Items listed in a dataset
========
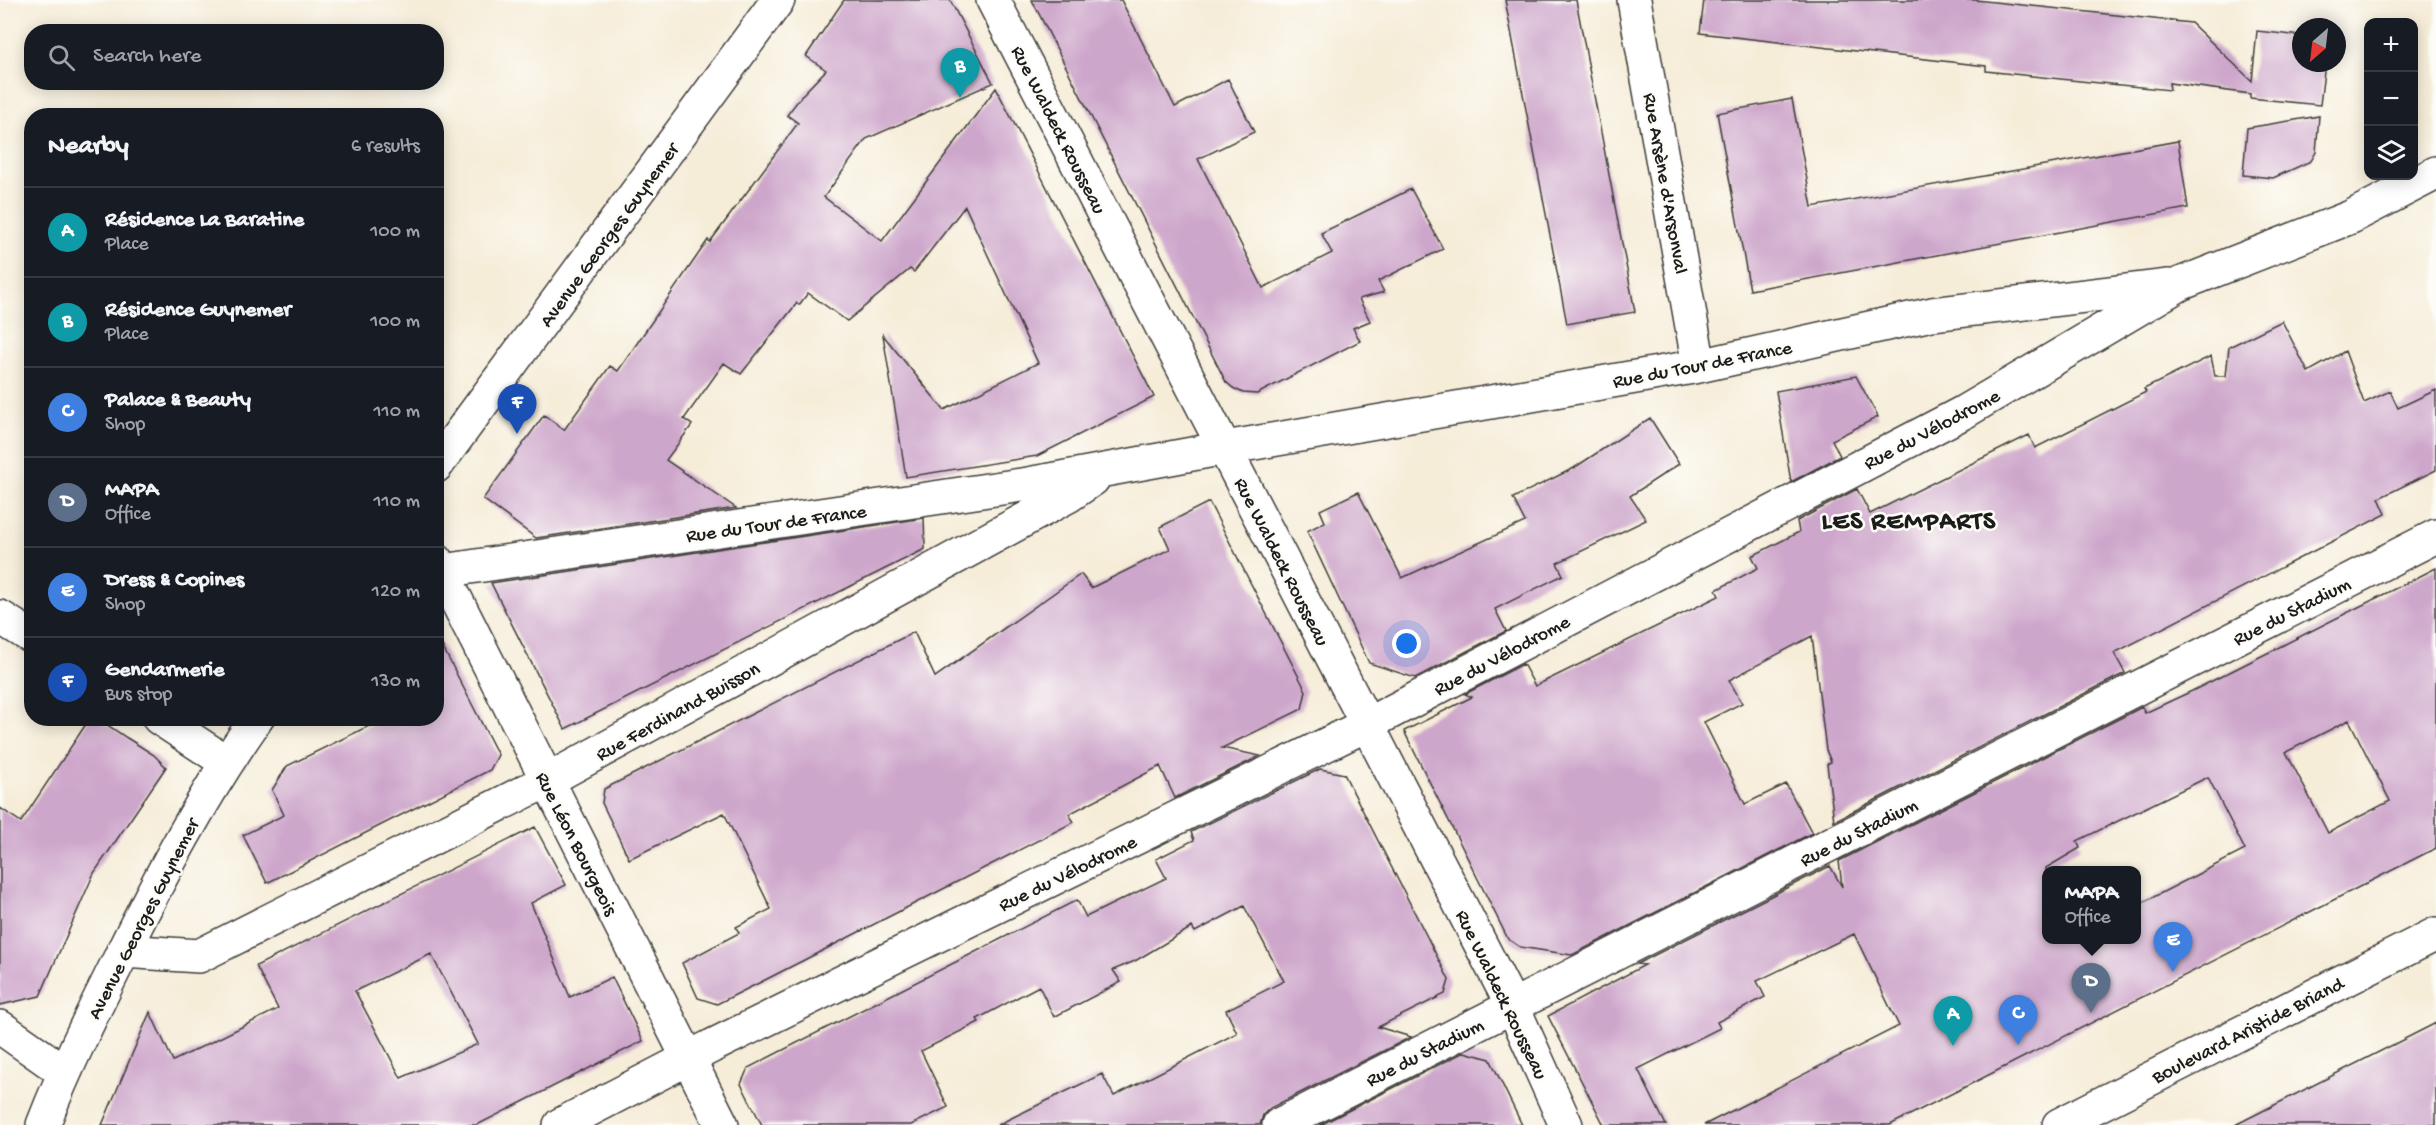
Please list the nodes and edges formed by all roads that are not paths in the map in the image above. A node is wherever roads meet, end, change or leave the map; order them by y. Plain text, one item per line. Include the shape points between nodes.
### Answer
1 (778, 0) edge
2 (993, 0) edge
3 (1634, 0) edge
4 (2436, 173) edge
5 (2180, 285) junction
6 (1699, 366) junction
7 (1225, 448) junction
8 (444, 455) edge
9 (1107, 470) junction
10 (2436, 536) edge
11 (444, 565) edge
12 (444, 574) edge
13 (0, 617) edge
14 (24, 632) edge
15 (1366, 725) junction
16 (171, 726) edge
17 (251, 726) edge
18 (226, 762) junction
19 (546, 781) junction
20 (2436, 934) edge
21 (123, 951) junction
22 (1513, 1007) junction
23 (0, 1027) edge
24 (689, 1058) junction
25 (64, 1072) junction
26 (44, 1125) edge
27 (560, 1125) edge
28 (722, 1125) edge
29 (1279, 1125) edge
30 (1566, 1125) edge
31 (2059, 1125) edge

1 - 8 street, Avenue Georges Guynemer
2 - 7 street, Rue Waldeck Rousseau
3 - 6 street, Rue Arsène d'Arsonval
4 - 5 street, Rue du Vélodrome via 2351,217
5 - 6 street, Rue du Tour de France via 1932,314
5 - 15 street, Rue du Vélodrome via 1964,412
6 - 7 street, Rue du Tour de France
7 - 9 street, Rue Ferdinand Buisson
7 - 15 street, Rue Waldeck Rousseau
9 - 11 street, Rue du Tour de France via 1005,488
9 - 19 street, Rue Ferdinand Buisson via 1068,496
10 - 22 street, Rue du Stadium
12 - 19 street, Rue Léon Bourgeois
13 - 14 street
15 - 22 street, Rue Waldeck Rousseau
15 - 24 street, Rue du Vélodrome
16 - 18 street
17 - 18 street, Avenue Georges Guynemer
18 - 21 street, Avenue Georges Guynemer via 179,840
19 - 21 street, Rue Ferdinand Buisson via 199,956
19 - 24 street, Rue Léon Bourgeois
20 - 31 street, Boulevard Aristide Briand
21 - 25 street, Avenue Georges Guynemer
22 - 29 street, Rue du Stadium
22 - 30 street, Rue Waldeck Rousseau
23 - 25 street
24 - 27 street, Rue du Vélodrome
24 - 28 street, Rue Léon Bourgeois
25 - 26 street, Avenue Georges Guynemer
========
REQUIRED WORK: Because the pictures are not wanted, retype every record exactly without them.

ANSWER:
Please list the nodes and edges formed by all roads that are not paths in the map in the image above. A node is wherever roads meet, end, change or leave the map; order them by y. Plain text, one item per line. Include the shape points between nodes.
### Answer
1 (778, 0) edge
2 (993, 0) edge
3 (1634, 0) edge
4 (2436, 173) edge
5 (2180, 285) junction
6 (1699, 366) junction
7 (1225, 448) junction
8 (444, 455) edge
9 (1107, 470) junction
10 (2436, 536) edge
11 (444, 565) edge
12 (444, 574) edge
13 (0, 617) edge
14 (24, 632) edge
15 (1366, 725) junction
16 (171, 726) edge
17 (251, 726) edge
18 (226, 762) junction
19 (546, 781) junction
20 (2436, 934) edge
21 (123, 951) junction
22 (1513, 1007) junction
23 (0, 1027) edge
24 (689, 1058) junction
25 (64, 1072) junction
26 (44, 1125) edge
27 (560, 1125) edge
28 (722, 1125) edge
29 (1279, 1125) edge
30 (1566, 1125) edge
31 (2059, 1125) edge

1 - 8 street, Avenue Georges Guynemer
2 - 7 street, Rue Waldeck Rousseau
3 - 6 street, Rue Arsène d'Arsonval
4 - 5 street, Rue du Vélodrome via 2351,217
5 - 6 street, Rue du Tour de France via 1932,314
5 - 15 street, Rue du Vélodrome via 1964,412
6 - 7 street, Rue du Tour de France
7 - 9 street, Rue Ferdinand Buisson
7 - 15 street, Rue Waldeck Rousseau
9 - 11 street, Rue du Tour de France via 1005,488
9 - 19 street, Rue Ferdinand Buisson via 1068,496
10 - 22 street, Rue du Stadium
12 - 19 street, Rue Léon Bourgeois
13 - 14 street
15 - 22 street, Rue Waldeck Rousseau
15 - 24 street, Rue du Vélodrome
16 - 18 street
17 - 18 street, Avenue Georges Guynemer
18 - 21 street, Avenue Georges Guynemer via 179,840
19 - 21 street, Rue Ferdinand Buisson via 199,956
19 - 24 street, Rue Léon Bourgeois
20 - 31 street, Boulevard Aristide Briand
21 - 25 street, Avenue Georges Guynemer
22 - 29 street, Rue du Stadium
22 - 30 street, Rue Waldeck Rousseau
23 - 25 street
24 - 27 street, Rue du Vélodrome
24 - 28 street, Rue Léon Bourgeois
25 - 26 street, Avenue Georges Guynemer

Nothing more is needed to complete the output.